O principal receio é o de que a EGF privatizada roube o mercado a centenas de outras empresas menores, formadas ao longo das últimas duas décadas. Para a recepção e desmantelamento dos veículos em fim de vida, por exemplo, há 200 empresas licenciadas no país. Cerca de 80 integram a rede da Valorcar, a sociedade que gere a reciclagem dos automóveis em nome da indústria. Contactada pelo PÚBLICO, a Valorcar não se quis pronunciar, por considerar prematuro tomar uma posição.

Para os dois centros integrados de recuperação, valorização e eliminação de resíduos perigosos – os chamados Cirver –, a abertura deste mercado a outros operadores em Portugal é particularmente problemática.
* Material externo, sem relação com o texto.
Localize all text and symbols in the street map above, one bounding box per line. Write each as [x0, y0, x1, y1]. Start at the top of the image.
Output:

Instalados na Chamusca, ambos têm-se debatido com um volume de resíduos menor do que a sua capacidade de tratamento – que foi determinada pelo Governo num concurso lançado em 2004.
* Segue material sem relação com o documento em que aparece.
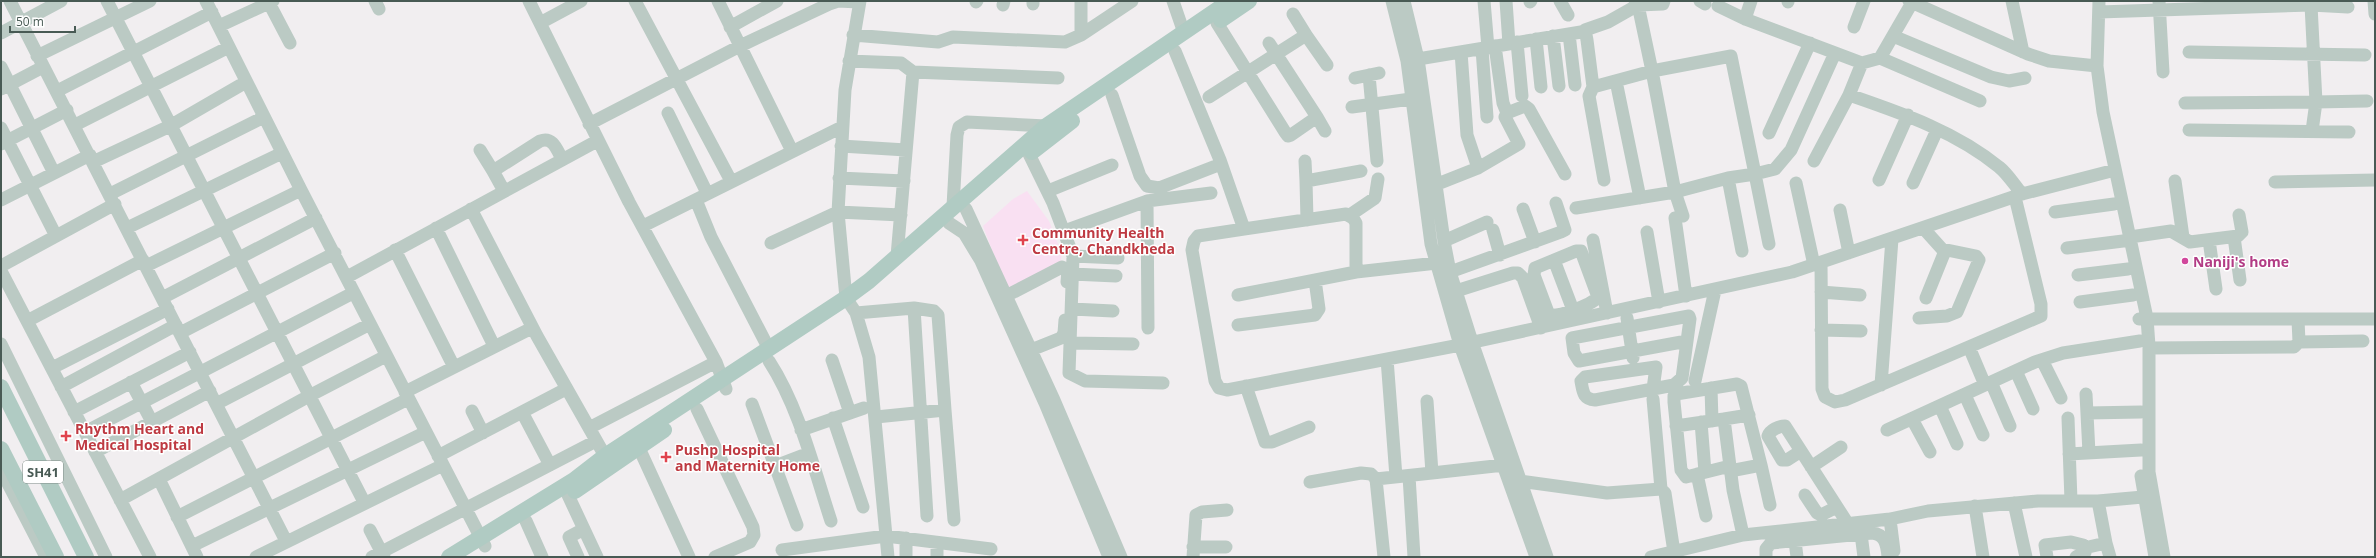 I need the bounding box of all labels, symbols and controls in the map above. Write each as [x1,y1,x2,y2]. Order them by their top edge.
scale bar [10,8,75,34]
text: 50 m [16,13,44,30]
place label: Community Health Centre, Chandkheda [1032,223,1175,258]
marker: Community Health Centre, Chandkheda [1017,234,1029,246]
place label: Naniji's home [2193,252,2289,271]
marker: Naniji's home [2180,256,2190,266]
place label: Rhythm Heart and Medical Hospital [75,419,204,454]
marker: Rhythm Heart and Medical Hospital [60,430,72,442]
place label: Pushp Hospital and Maternity Home [675,440,820,475]
marker: Pushp Hospital and Maternity Home [660,451,672,463]
road number: SH41 [23,461,63,483] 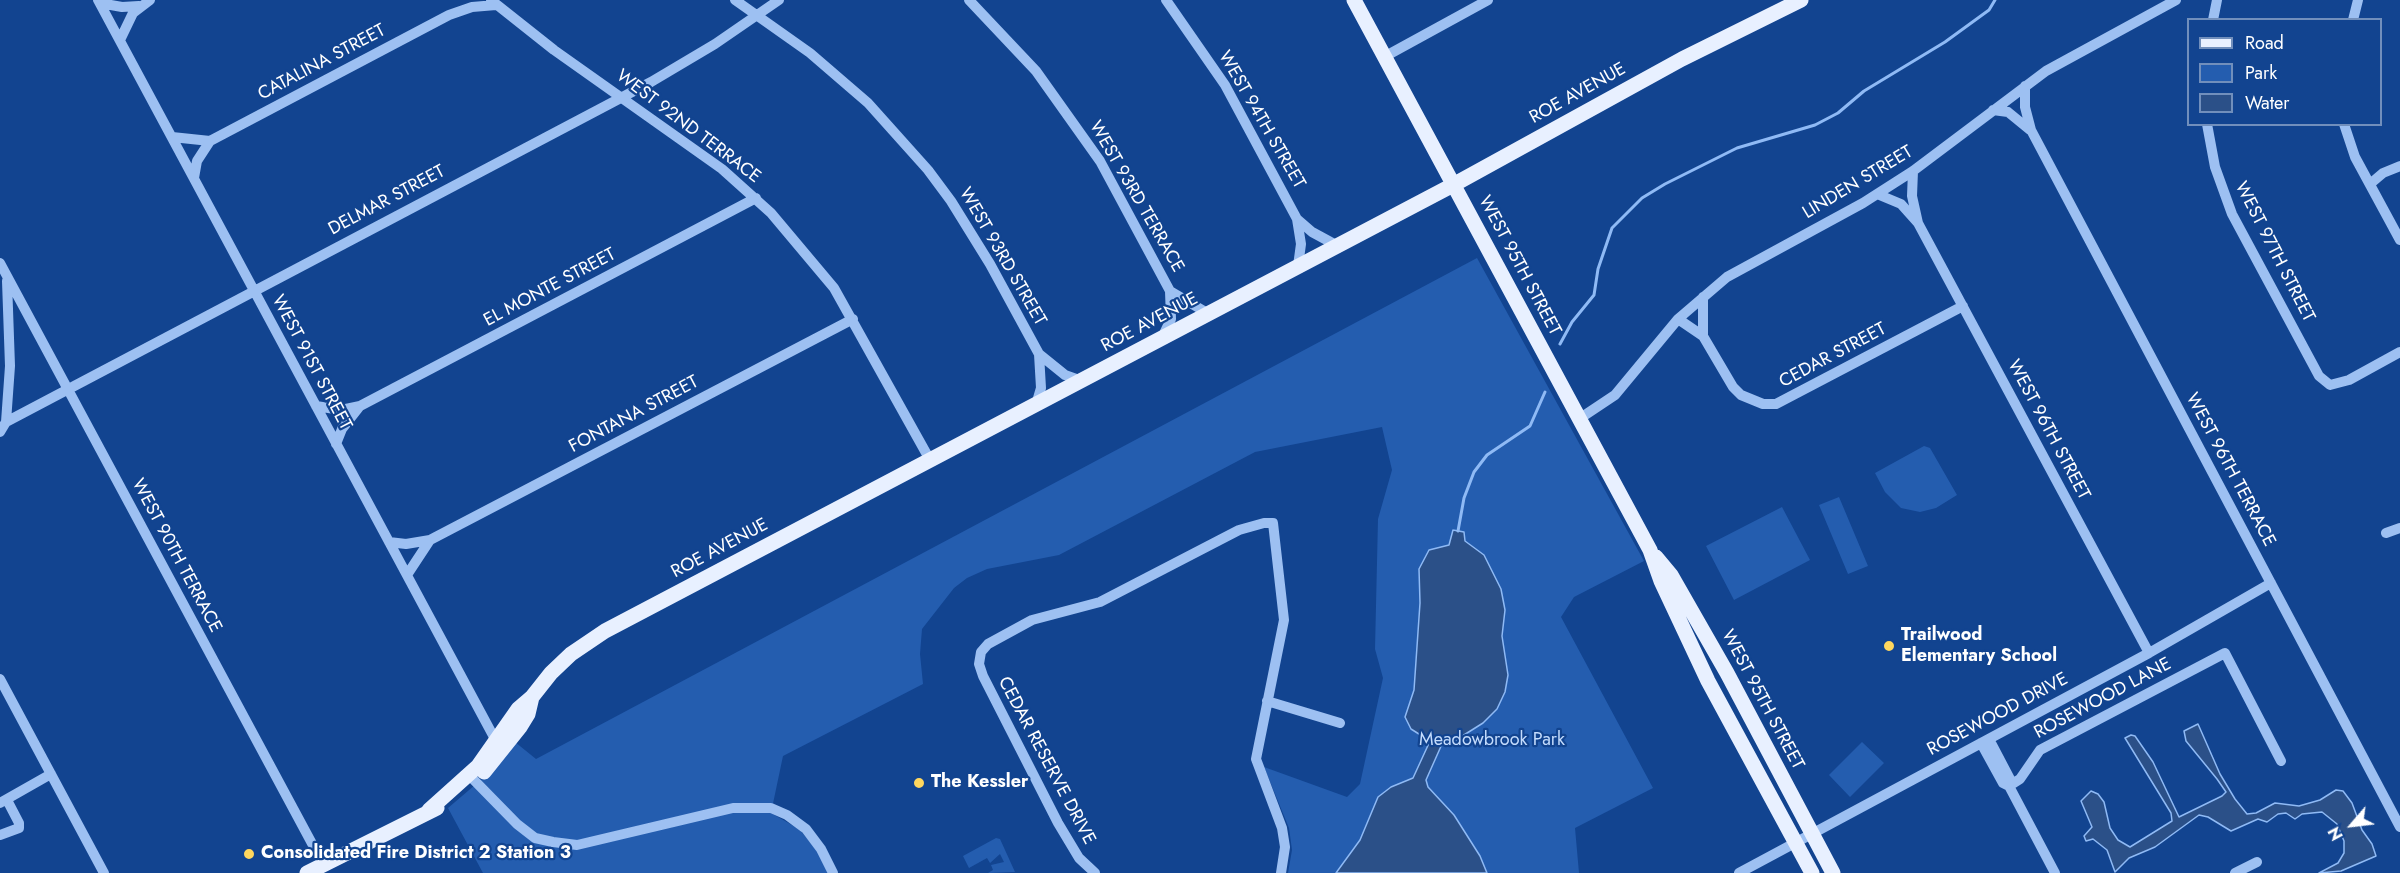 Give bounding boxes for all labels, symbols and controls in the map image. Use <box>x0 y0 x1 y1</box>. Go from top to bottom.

Manuel Simões, director-geral da Ecodeal – empresa que gere um dos Cirver – diz-se surpreendido com a ideia do Governo. “É uma medida que vai contra a legislação que regulou o mercado dos resíduos perigosos”, afirma. “Os Cirver têm o direito da concessão dos resíduos perigosos por dez anos, prorrogáveis por mais cinco”, completa.
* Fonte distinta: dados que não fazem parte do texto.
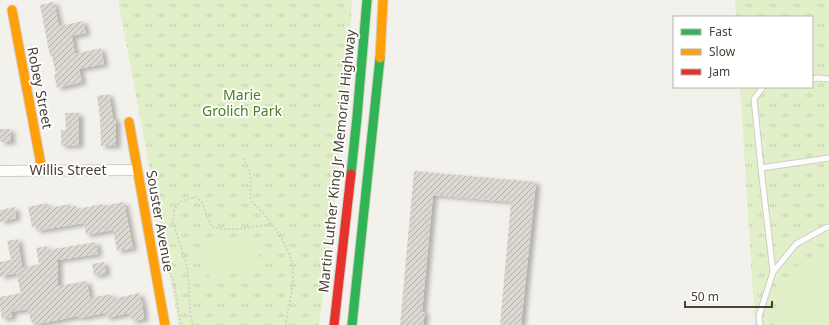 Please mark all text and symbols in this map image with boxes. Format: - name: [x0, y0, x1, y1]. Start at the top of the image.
- legend: [673, 16, 813, 88]
- text: Fast: [709, 23, 733, 40]
- street label: Martin Luther King Jr Memorial Highway: [313, 28, 360, 294]
- text: Slow: [709, 43, 736, 60]
- street label: Robey Street: [23, 45, 58, 131]
- text: Jam: [708, 63, 730, 80]
- park label: Marie Grolich Park: [202, 85, 283, 120]
- street label: Willis Street: [30, 160, 106, 179]
- street label: Souster Avenue: [142, 169, 179, 273]
- scale bar: [685, 283, 772, 309]
- text: 50 m: [691, 288, 719, 305] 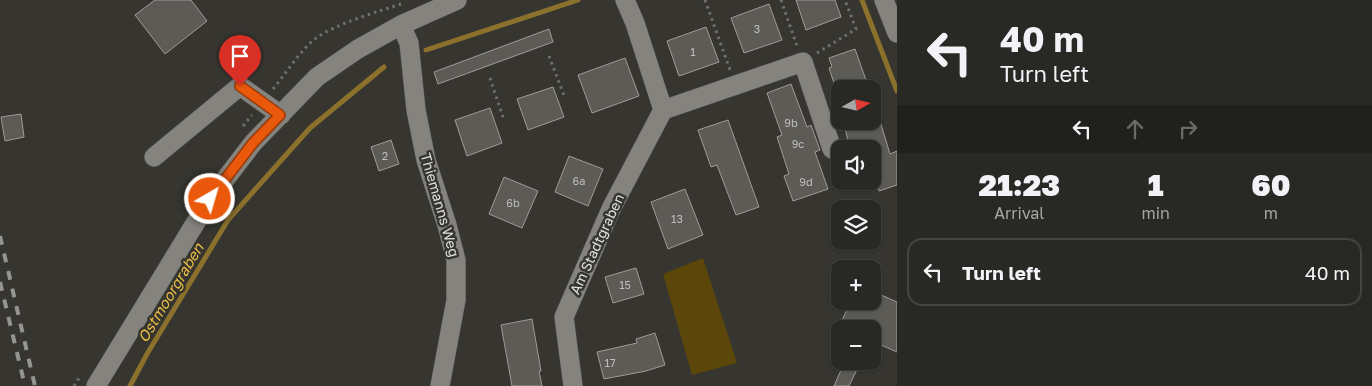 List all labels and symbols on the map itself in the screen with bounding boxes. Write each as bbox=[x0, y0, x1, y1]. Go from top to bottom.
house number: 3 bbox=[754, 22, 760, 35]
pin bbox=[219, 35, 261, 86]
house number: 1 bbox=[690, 45, 696, 58]
north arrow bbox=[831, 80, 881, 130]
house number: 9b bbox=[784, 116, 798, 129]
house number: 9c bbox=[792, 137, 804, 150]
house number: 2 bbox=[382, 149, 388, 162]
street label: Thiemanns Weg bbox=[418, 151, 463, 259]
position arrow bbox=[183, 172, 235, 224]
house number: 6a bbox=[573, 174, 585, 187]
house number: 9d bbox=[799, 175, 813, 188]
street label: Am Stadtgraben bbox=[566, 191, 627, 297]
house number: 6b bbox=[506, 196, 520, 209]
house number: 13 bbox=[671, 212, 683, 225]
water label: Ostmoorgraben bbox=[133, 239, 208, 346]
house number: 15 bbox=[619, 278, 631, 291]
house number: 17 bbox=[604, 356, 616, 369]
Já no sector dos óleos minerais usados, a sociedade Sogilub – que gere o seu encaminhamento para a reciclagem – acredita que faz sentido manter nos concessionários de lixos urbanos a responsabilidade pela recolha de pequenas quantidades, por exemplo de cidadãos que façam a troca de óleo dos seus automóveis na sua própria casa. “Parece-me bem. Deve haver soluções de proximidade”, afirma Aníbal Vicente, gerente delegado da Sogilub, que vê porém como improvável que as concessionárias venham a ir muito além disso. “É uma área muito específica”, justifica.

Segundo a proposta de diploma, a abertura a “actividades complementares “ ou “outras actividades” está porém condicionada não só à autorização do Governo – como já ocorre actualmente – como a “pareceres obrigatórios” da Autoridade da Concorrência e das entidades reguladoras dos sectores em causa, o que é uma novidade.

Em Portugal são produzidas cerca de 30 milhões toneladas de resíduos, das quais menos de cinco milhões são lixos urbanos.

O PÚBLICO não conseguiu obter do Ministério do Ambiente, Ordenamento do Território e Energia uma explicação sobre o alcance real da proposta do Governo. Segundo o assessor de imprensa Rui Boavida, o texto ainda está em processo legislativo, tendo sido já feita consultas e recebidos contributos.

As novas bases de concessão têm outras novidades, entre elas um grande aumento no valor das multas por violação dos contratos e pelo incumprimento dos objectivos de serviço público.

Esta é uma das peças que faltam para o processo de privatização da EGF, que foi lançado recentemente pelo Governo e está a ser fortemente criticado por grande parte dos municípios e pelos partidos da oposição.